A set of utilities for web scraping and automation, supporting multiple backends: requests, urllib, and selenium.

Project description

web_utils.py Library: Providing a Unified Solution for Web Requests

English Documentation | 中文文档

Note: If there is a conflict between the Chinese and English documents, please prioritize the English document.

Introduction

In the digital age, data has never been more important. Every day, developers, data scientists, and business analysts are striving to retrieve, analyze, and leverage data from the web. However, there is currently a wide variety of web request libraries, each with its unique interface and usage methods. This not only makes learning and switching costly but also introduces complexity and instability into the code.

The birth of the WebFetcher library stems from the desire for a unified, efficient, and straightforward solution for web requests. Whether you are using requests, urllib, http.client, aiohttp, or Selenium under the hood, WebFetcher provides you with a unified and concise interface. This means you can freely switch backend technologies without altering any core code, ensuring code readability and maintainability.

But this is just our first step. We believe that community strength is essential to making this library truly influential and widely used. Whether you are a beginner or an experienced developer, we sincerely invite you to participate in this project. You can contribute not only by submitting code and improving features but also by sharing your usage experience and suggestions to help us. Only through cooperation can WebFetcher truly become an essential tool in every developer's toolbox.
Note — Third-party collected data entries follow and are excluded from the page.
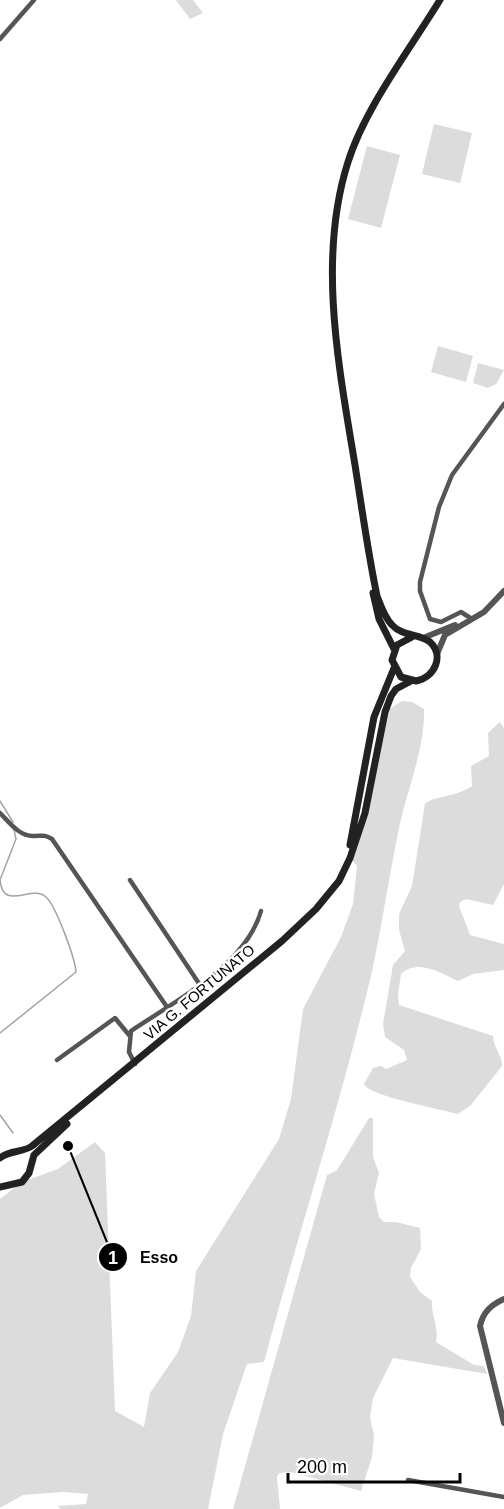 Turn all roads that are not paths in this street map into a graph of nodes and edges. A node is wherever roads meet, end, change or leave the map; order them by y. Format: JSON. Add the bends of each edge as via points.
{"nodes":[{"id":1,"x":34,"y":0,"type":"edge"},
{"id":2,"x":440,"y":0,"type":"edge"},
{"id":3,"x":0,"y":39,"type":"edge"},
{"id":4,"x":504,"y":404,"type":"edge"},
{"id":5,"x":373,"y":578,"type":"junction"},
{"id":6,"x":504,"y":591,"type":"edge"},
{"id":7,"x":472,"y":619,"type":"junction"},
{"id":8,"x":464,"y":623,"type":"junction"},
{"id":9,"x":412,"y":637,"type":"junction"},
{"id":10,"x":422,"y":638,"type":"junction"},
{"id":11,"x":394,"y":649,"type":"junction"},
{"id":12,"x":437,"y":658,"type":"junction"},
{"id":13,"x":394,"y":668,"type":"junction"},
{"id":14,"x":411,"y":681,"type":"junction"},
{"id":15,"x":0,"y":813,"type":"edge"},
{"id":16,"x":130,"y":880,"type":"dead end"},
{"id":17,"x":326,"y":897,"type":"junction"},
{"id":18,"x":261,"y":911,"type":"dead end"},
{"id":19,"x":200,"y":985,"type":"junction"},
{"id":20,"x":167,"y":1006,"type":"junction"},
{"id":21,"x":129,"y":1035,"type":"junction"},
{"id":22,"x":57,"y":1060,"type":"dead end"},
{"id":23,"x":135,"y":1064,"type":"junction"},
{"id":24,"x":86,"y":1105,"type":"junction"},
{"id":25,"x":17,"y":1152,"type":"junction"},
{"id":26,"x":0,"y":1158,"type":"edge"},
{"id":27,"x":29,"y":1167,"type":"junction"},
{"id":28,"x":0,"y":1178,"type":"edge"},
{"id":29,"x":12,"y":1184,"type":"junction"},
{"id":30,"x":0,"y":1187,"type":"edge"},
{"id":31,"x":504,"y":1299,"type":"edge"},
{"id":32,"x":504,"y":1423,"type":"edge"},
{"id":33,"x":408,"y":1480,"type":"dead end"},
{"id":34,"x":504,"y":1497,"type":"edge"}],
"edges":[{"from":1,"to":3,"type":"street"},
{"from":2,"to":5,"type":"main road","via":[[363,125],[348,161],[334,228],[341,377]]},
{"from":4,"to":7,"type":"street","via":[[452,475],[438,507],[420,582],[430,619],[441,622],[461,612]]},
{"from":5,"to":9,"type":"main road","via":[[387,618],[398,631]]},
{"from":5,"to":11,"type":"main road","via":[[376,610]]},
{"from":6,"to":7,"type":"street"},
{"from":7,"to":8,"type":"street"},
{"from":8,"to":10,"type":"street"},
{"from":8,"to":12,"type":"street","via":[[442,639]]},
{"from":9,"to":10,"type":"main road"},
{"from":9,"to":11,"type":"main road"},
{"from":10,"to":12,"type":"main road","via":[[433,646]]},
{"from":11,"to":13,"type":"main road"},
{"from":12,"to":14,"type":"main road","via":[[429,676]]},
{"from":13,"to":14,"type":"main road"},
{"from":13,"to":17,"type":"main road","name":"VIA G. FORTUNATO","via":[[374,717],[352,841]]},
{"from":14,"to":17,"type":"main road","name":"VIA G. FORTUNATO","via":[[396,689],[388,704],[356,840],[339,881]]},
{"from":15,"to":20,"type":"street","via":[[17,830],[32,836],[45,834],[52,839]]},
{"from":16,"to":19,"type":"street"},
{"from":17,"to":23,"type":"main road","name":"VIA G. FORTUNATO","via":[[282,941]]},
{"from":18,"to":19,"type":"street","via":[[257,927],[238,951]]},
{"from":19,"to":20,"type":"street"},
{"from":20,"to":21,"type":"street"},
{"from":21,"to":22,"type":"street","via":[[115,1018]]},
{"from":21,"to":23,"type":"street","via":[[129,1052]]},
{"from":23,"to":24,"type":"main road","name":"VIA G. FORTUNATO"},
{"from":24,"to":25,"type":"main road","via":[[32,1146]]},
{"from":24,"to":27,"type":"main road","via":[[34,1155]]},
{"from":25,"to":26,"type":"main road"},
{"from":25,"to":27,"type":"main road","via":[[26,1158]]},
{"from":27,"to":29,"type":"main road","via":[[26,1178]]},
{"from":28,"to":29,"type":"main road"},
{"from":29,"to":30,"type":"main road"},
{"from":31,"to":32,"type":"street","via":[[482,1316],[480,1326]]},
{"from":33,"to":34,"type":"street"}]} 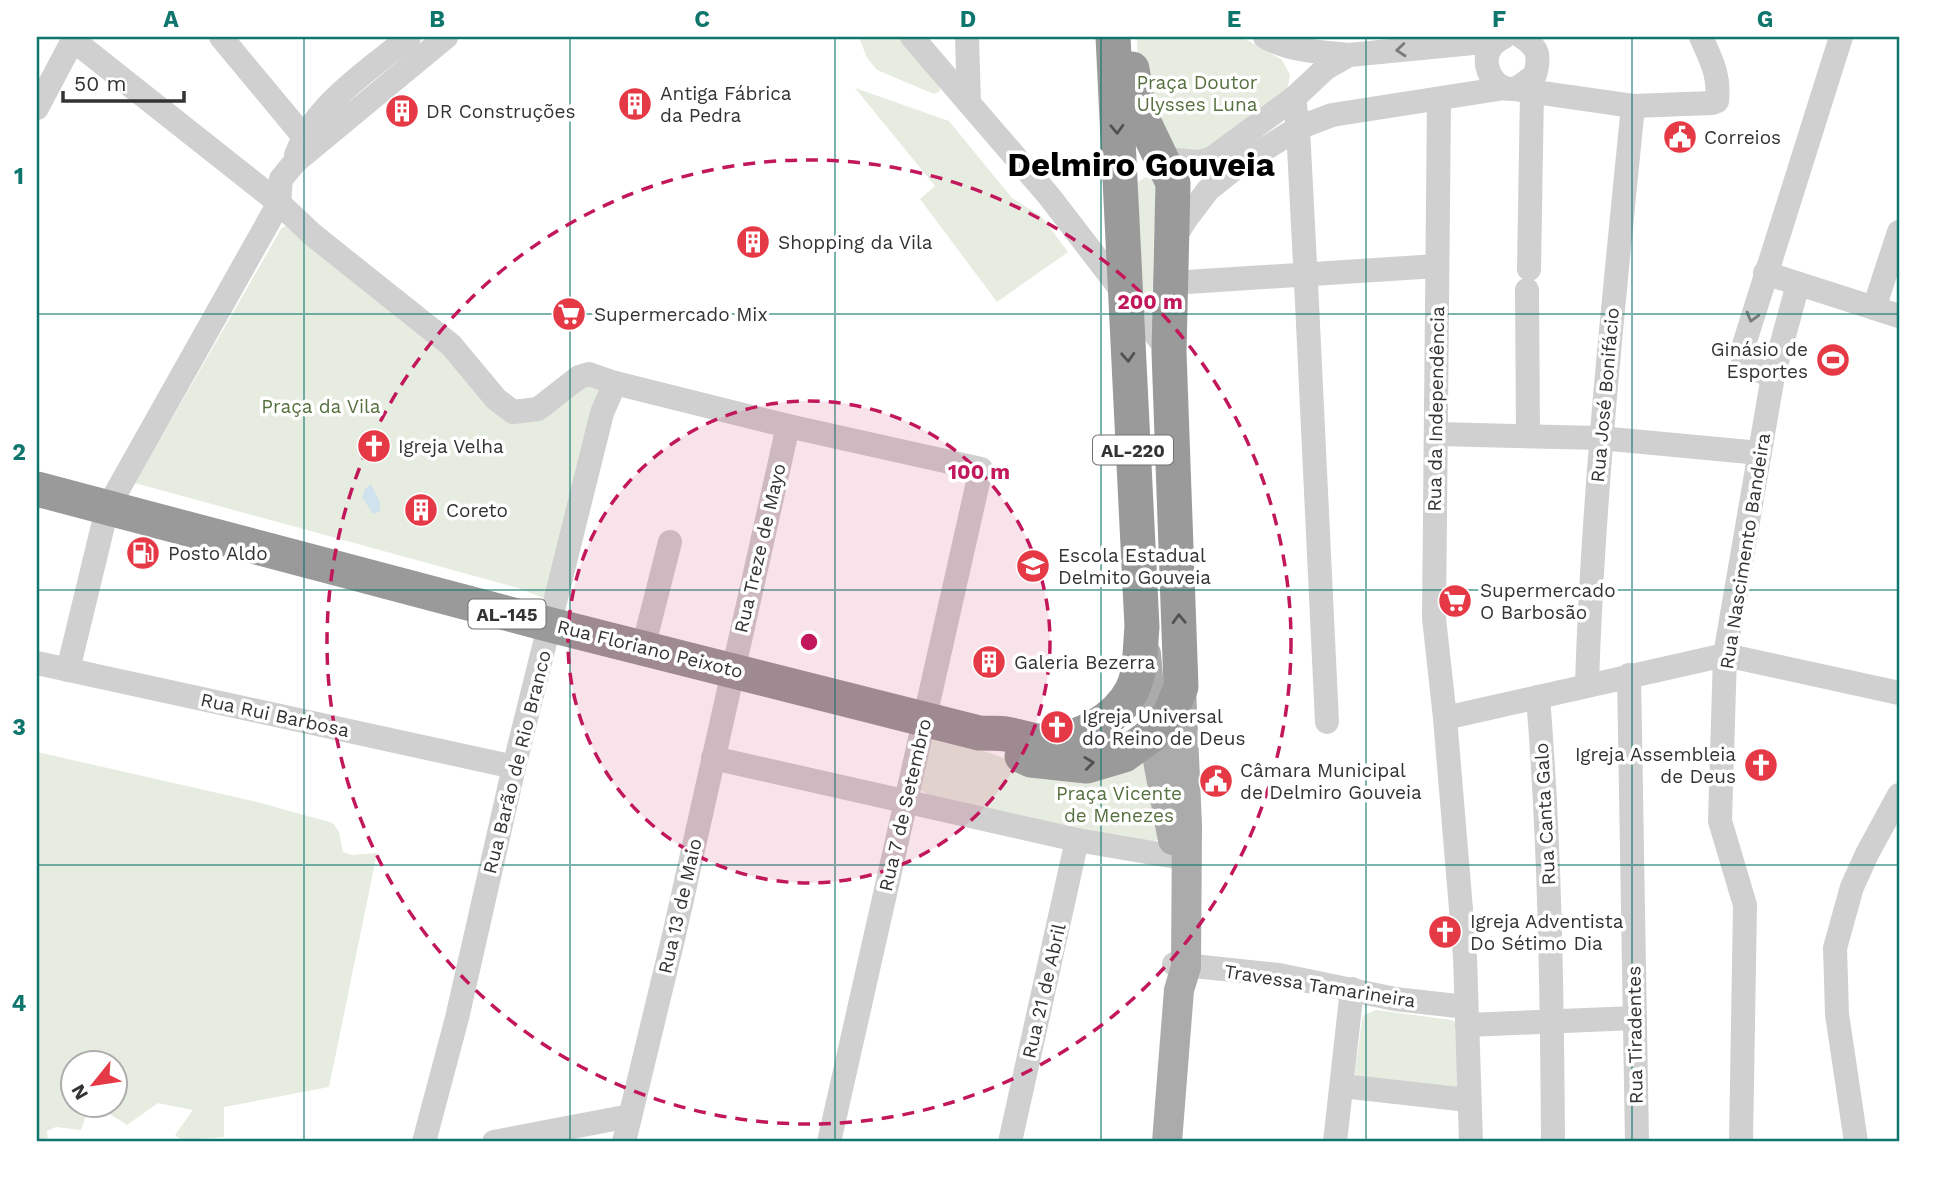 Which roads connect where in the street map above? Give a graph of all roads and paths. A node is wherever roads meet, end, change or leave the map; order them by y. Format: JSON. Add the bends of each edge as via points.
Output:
{"nodes":[{"id":1,"x":221,"y":37,"type":"edge"},
{"id":2,"x":409,"y":37,"type":"edge"},
{"id":3,"x":446,"y":37,"type":"edge"},
{"id":4,"x":912,"y":37,"type":"edge"},
{"id":5,"x":967,"y":37,"type":"edge"},
{"id":6,"x":1113,"y":37,"type":"edge"},
{"id":7,"x":1131,"y":37,"type":"edge"},
{"id":8,"x":1265,"y":37,"type":"edge"},
{"id":9,"x":1522,"y":37,"type":"edge"},
{"id":10,"x":1701,"y":37,"type":"edge"},
{"id":11,"x":1841,"y":37,"type":"edge"},
{"id":12,"x":73,"y":38,"type":"edge"},
{"id":13,"x":1499,"y":39,"type":"edge"},
{"id":14,"x":1349,"y":55,"type":"junction"},
{"id":15,"x":1517,"y":90,"type":"junction"},
{"id":16,"x":1294,"y":98,"type":"junction"},
{"id":17,"x":1439,"y":99,"type":"junction"},
{"id":18,"x":969,"y":103,"type":"junction"},
{"id":19,"x":1633,"y":106,"type":"junction"},
{"id":20,"x":37,"y":108,"type":"edge"},
{"id":21,"x":1298,"y":128,"type":"junction"},
{"id":22,"x":304,"y":137,"type":"junction"},
{"id":23,"x":1163,"y":159,"type":"junction"},
{"id":24,"x":295,"y":162,"type":"junction"},
{"id":25,"x":1120,"y":202,"type":"junction"},
{"id":26,"x":279,"y":203,"type":"junction"},
{"id":27,"x":1899,"y":232,"type":"edge"},
{"id":28,"x":1173,"y":240,"type":"junction"},
{"id":29,"x":1437,"y":266,"type":"junction"},
{"id":30,"x":1765,"y":273,"type":"junction"},
{"id":31,"x":1306,"y":275,"type":"junction"},
{"id":32,"x":1172,"y":283,"type":"junction"},
{"id":33,"x":1798,"y":284,"type":"junction"},
{"id":34,"x":1125,"y":293,"type":"junction"},
{"id":35,"x":1874,"y":308,"type":"junction"},
{"id":36,"x":1899,"y":316,"type":"edge"},
{"id":37,"x":1169,"y":352,"type":"junction"},
{"id":38,"x":1773,"y":376,"type":"junction"},
{"id":39,"x":615,"y":383,"type":"junction"},
{"id":40,"x":788,"y":426,"type":"junction"},
{"id":41,"x":1436,"y":434,"type":"junction"},
{"id":42,"x":1528,"y":436,"type":"junction"},
{"id":43,"x":1600,"y":438,"type":"junction"},
{"id":44,"x":1760,"y":453,"type":"junction"},
{"id":45,"x":37,"y":489,"type":"edge"},
{"id":46,"x":107,"y":509,"type":"junction"},
{"id":47,"x":1175,"y":512,"type":"junction"},
{"id":48,"x":1136,"y":513,"type":"junction"},
{"id":49,"x":670,"y":542,"type":"dead end"},
{"id":50,"x":551,"y":625,"type":"junction"},
{"id":51,"x":1142,"y":627,"type":"junction"},
{"id":52,"x":643,"y":648,"type":"junction"},
{"id":53,"x":1725,"y":655,"type":"junction"},
{"id":54,"x":37,"y":663,"type":"edge"},
{"id":55,"x":68,"y":670,"type":"junction"},
{"id":56,"x":733,"y":670,"type":"junction"},
{"id":57,"x":1629,"y":675,"type":"junction"},
{"id":58,"x":1587,"y":685,"type":"junction"},
{"id":59,"x":1181,"y":687,"type":"junction"},
{"id":60,"x":1899,"y":693,"type":"edge"},
{"id":61,"x":1538,"y":697,"type":"junction"},
{"id":62,"x":1445,"y":718,"type":"junction"},
{"id":63,"x":925,"y":719,"type":"junction"},
{"id":64,"x":1327,"y":722,"type":"dead end"},
{"id":65,"x":979,"y":733,"type":"junction"},
{"id":66,"x":1153,"y":734,"type":"junction"},
{"id":67,"x":713,"y":758,"type":"junction"},
{"id":68,"x":514,"y":767,"type":"junction"},
{"id":69,"x":1899,"y":795,"type":"edge"},
{"id":70,"x":905,"y":803,"type":"junction"},
{"id":71,"x":1077,"y":841,"type":"junction"},
{"id":72,"x":1176,"y":858,"type":"junction"},
{"id":73,"x":1180,"y":973,"type":"junction"},
{"id":74,"x":1352,"y":989,"type":"junction"},
{"id":75,"x":1466,"y":1016,"type":"junction"},
{"id":76,"x":1635,"y":1018,"type":"junction"},
{"id":77,"x":1553,"y":1021,"type":"junction"},
{"id":78,"x":1342,"y":1086,"type":"junction"},
{"id":79,"x":1468,"y":1100,"type":"junction"},
{"id":80,"x":630,"y":1116,"type":"junction"},
{"id":81,"x":424,"y":1142,"type":"edge"},
{"id":82,"x":494,"y":1142,"type":"edge"},
{"id":83,"x":624,"y":1142,"type":"edge"},
{"id":84,"x":829,"y":1142,"type":"edge"},
{"id":85,"x":1010,"y":1142,"type":"edge"},
{"id":86,"x":1167,"y":1142,"type":"edge"},
{"id":87,"x":1335,"y":1142,"type":"edge"},
{"id":88,"x":1471,"y":1142,"type":"edge"},
{"id":89,"x":1553,"y":1142,"type":"edge"},
{"id":90,"x":1637,"y":1142,"type":"edge"},
{"id":91,"x":1741,"y":1142,"type":"edge"},
{"id":92,"x":1856,"y":1142,"type":"edge"}],
"edges":[{"from":1,"to":22,"type":"street"},
{"from":2,"to":22,"type":"street","via":[[331,101]]},
{"from":3,"to":24,"type":"street"},
{"from":4,"to":18,"type":"street"},
{"from":5,"to":18,"type":"street"},
{"from":6,"to":25,"type":"highway","name":"Rua Floriano Peixoto","number":"AL-220","one_way":true},
{"from":7,"to":23,"type":"highway","name":"AL-220","number":"AL-220","via":[[1139,112]]},
{"from":8,"to":14,"type":"street","via":[[1309,51]]},
{"from":9,"to":15,"type":"street","via":[[1533,44],[1539,60],[1535,75]]},
{"from":10,"to":19,"type":"street","via":[[1719,84],[1717,101]]},
{"from":11,"to":30,"type":"street"},
{"from":12,"to":20,"type":"street"},
{"from":12,"to":26,"type":"street"},
{"from":13,"to":14,"type":"street","one_way":true},
{"from":13,"to":15,"type":"street","via":[[1489,48],[1486,64],[1492,79]]},
{"from":14,"to":16,"type":"street","via":[[1326,68]]},
{"from":15,"to":17,"type":"street"},
{"from":15,"to":19,"type":"street"},
{"from":15,"to":42,"type":"street","via":[[1528,280]]},
{"from":16,"to":21,"type":"street"},
{"from":16,"to":23,"type":"street","via":[[1211,159]]},
{"from":17,"to":21,"type":"street","via":[[1332,115]]},
{"from":17,"to":29,"type":"street","name":"Rua da Independência"},
{"from":18,"to":34,"type":"street"},
{"from":19,"to":43,"type":"street","name":"Rua José Bonifácio"},
{"from":21,"to":28,"type":"street","via":[[1208,190]]},
{"from":21,"to":31,"type":"street"},
{"from":22,"to":24,"type":"street"},
{"from":23,"to":25,"type":"highway","via":[[1135,172]]},
{"from":23,"to":28,"type":"highway","name":"AL-220","number":"AL-220","via":[[1173,183]]},
{"from":24,"to":26,"type":"street","via":[[281,179]]},
{"from":25,"to":34,"type":"highway","name":"Rua Floriano Peixoto","number":"AL-220"},
{"from":26,"to":39,"type":"street","via":[[452,345],[496,399],[513,412],[538,410],[589,374]]},
{"from":26,"to":46,"type":"street"},
{"from":27,"to":35,"type":"street"},
{"from":28,"to":32,"type":"highway","name":"AL-220","number":"AL-220"},
{"from":29,"to":31,"type":"street"},
{"from":29,"to":41,"type":"street","name":"Rua da Independência"},
{"from":30,"to":33,"type":"street"},
{"from":30,"to":38,"type":"street","one_way":true,"via":[[1742,362]]},
{"from":31,"to":32,"type":"street"},
{"from":31,"to":64,"type":"street"},
{"from":32,"to":37,"type":"highway","name":"AL-220","number":"AL-220"},
{"from":33,"to":35,"type":"street"},
{"from":33,"to":38,"type":"street","name":"Rua Nascimento Bandeira"},
{"from":34,"to":37,"type":"street"},
{"from":34,"to":48,"type":"highway","name":"Rua Floriano Peixoto","number":"AL-220","one_way":true},
{"from":35,"to":36,"type":"street"},
{"from":37,"to":47,"type":"highway","name":"AL-220","number":"AL-220"},
{"from":38,"to":44,"type":"street","name":"Rua Nascimento Bandeira"},
{"from":39,"to":40,"type":"street"},
{"from":39,"to":50,"type":"street","name":"Rua Barão de Rio Branco","via":[[602,413]]},
{"from":40,"to":56,"type":"street","name":"Rua Treze de Mayo"},
{"from":40,"to":63,"type":"street","name":"Rua 7 de Setembro","via":[[981,469]]},
{"from":41,"to":42,"type":"street"},
{"from":41,"to":62,"type":"street","name":"Rua da Independência","via":[[1434,618]]},
{"from":42,"to":43,"type":"street"},
{"from":43,"to":44,"type":"street"},
{"from":43,"to":58,"type":"street","name":"Rua José Bonifácio"},
{"from":44,"to":53,"type":"street","name":"Rua Nascimento Bandeira"},
{"from":45,"to":46,"type":"highway","name":"Rua Floriano Peixoto","number":"AL-145"},
{"from":46,"to":50,"type":"highway","name":"Rua Floriano Peixoto","number":"AL-145"},
{"from":46,"to":55,"type":"street"},
{"from":47,"to":48,"type":"highway"},
{"from":59,"to":47,"type":"highway","name":"AL-220","number":"AL-220","one_way":true},
{"from":48,"to":51,"type":"highway","name":"Rua Floriano Peixoto","number":"AL-220"},
{"from":49,"to":52,"type":"street"},
{"from":50,"to":52,"type":"highway","name":"Rua Floriano Peixoto","number":"AL-145"},
{"from":50,"to":68,"type":"street","name":"Rua Barão de Rio Branco"},
{"from":51,"to":65,"type":"highway","name":"Rua Floriano Peixoto","number":"AL-220","via":[[1133,688],[1104,720],[1073,738],[1045,742]]},
{"from":51,"to":66,"type":"main road"},
{"from":52,"to":56,"type":"highway","name":"Rua Floriano Peixoto","number":"AL-145"},
{"from":53,"to":57,"type":"street"},
{"from":53,"to":60,"type":"street"},
{"from":53,"to":91,"type":"street","name":"Rua Nascimento Bandeira","via":[[1720,821],[1745,905]]},
{"from":54,"to":55,"type":"street","name":"Rua Rui Barbosa"},
{"from":55,"to":68,"type":"street","name":"Rua Rui Barbosa"},
{"from":56,"to":63,"type":"highway","name":"Rua Floriano Peixoto","number":"AL-145"},
{"from":56,"to":67,"type":"street","name":"Rua 13 de Maio"},
{"from":57,"to":58,"type":"street"},
{"from":57,"to":76,"type":"street","name":"Rua Tiradentes"},
{"from":58,"to":61,"type":"street"},
{"from":59,"to":66,"type":"highway","name":"Rua Floriano Peixoto","number":"AL-220","via":[[1170,714]]},
{"from":59,"to":73,"type":"main road","via":[[1187,826]]},
{"from":61,"to":62,"type":"street"},
{"from":61,"to":77,"type":"street","name":"Rua Canta Galo"},
{"from":62,"to":75,"type":"street","name":"Rua da Independência"},
{"from":63,"to":65,"type":"highway","name":"Rua Floriano Peixoto","number":"AL-145"},
{"from":63,"to":70,"type":"street","name":"Rua 7 de Setembro"},
{"from":65,"to":66,"type":"highway","name":"Rua Floriano Peixoto","number":"AL-220","one_way":true,"via":[[1031,760],[1087,766],[1124,755]]},
{"from":66,"to":72,"type":"main road"},
{"from":67,"to":70,"type":"street"},
{"from":67,"to":80,"type":"street","name":"Rua 13 de Maio"},
{"from":68,"to":81,"type":"street","name":"Rua Barão de Rio Branco"},
{"from":69,"to":92,"type":"street","via":[[1852,887],[1835,948],[1837,1014]]},
{"from":70,"to":71,"type":"street"},
{"from":70,"to":84,"type":"street","name":"Rua 7 de Setembro"},
{"from":71,"to":72,"type":"street"},
{"from":71,"to":85,"type":"street","name":"Rua 21 de Abril"},
{"from":72,"to":73,"type":"main road"},
{"from":73,"to":74,"type":"street","name":"Travessa Tamarineira","via":[[1279,975]]},
{"from":73,"to":86,"type":"main road"},
{"from":74,"to":75,"type":"street","name":"Travessa Tamarineira"},
{"from":74,"to":78,"type":"street"},
{"from":75,"to":77,"type":"street","name":"Travessa Tamarineira"},
{"from":75,"to":79,"type":"street","name":"Rua da Independência"},
{"from":76,"to":77,"type":"street","name":"Travessa Tamarineira"},
{"from":76,"to":90,"type":"street","name":"Rua Tiradentes"},
{"from":77,"to":89,"type":"street","name":"Rua Canta Galo"},
{"from":78,"to":79,"type":"street"},
{"from":78,"to":87,"type":"street"},
{"from":79,"to":88,"type":"street","name":"Rua da Independência"},
{"from":80,"to":82,"type":"street"},
{"from":80,"to":83,"type":"street","name":"Rua 13 de Maio"}]}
If you are passionate about web development and have an unwavering pursuit of innovation and excellence, please join us! Let's work together to create a powerful, flexible, and user-friendly web request library that serves developers worldwide.

Installation

You can install the package using pip:

pip install webmix
pip3 install webmix

Alternatively, you can clone the repository from GitHub and install it manually:

git clone https://github.com/ng-fukgin/webmix
cd webmix
python setup.py install

Using the WebFetcher Class

Using requests as the Backend

from webmix.web_utils import WebFetcher

fetcher = WebFetcher(backend='requests')
response = fetcher.get("https://example.com")
print(response)

Using urllib as the Backend

fetcher = WebFetcher(backend='urllib')
response = fetcher.get("https://example.com")
print(response)

Using selenium as the Backend

fetcher = WebFetcher(backend='selenium')
response = fetcher.get("https://example.com")
print(response)

Selenium Helper Methods

fetcher.scroll_to_bottom()
fetcher.fill_form_by_id("myFormId", "Some Value")
fetcher.click_button_by_id("myButtonId")
script_output = fetcher.execute_script("return document.title;")
print(script_output)

fetcher.close()  # close the `WebDriver` session

Note that using Selenium may require additional setup, such as installing the appropriate browser driver.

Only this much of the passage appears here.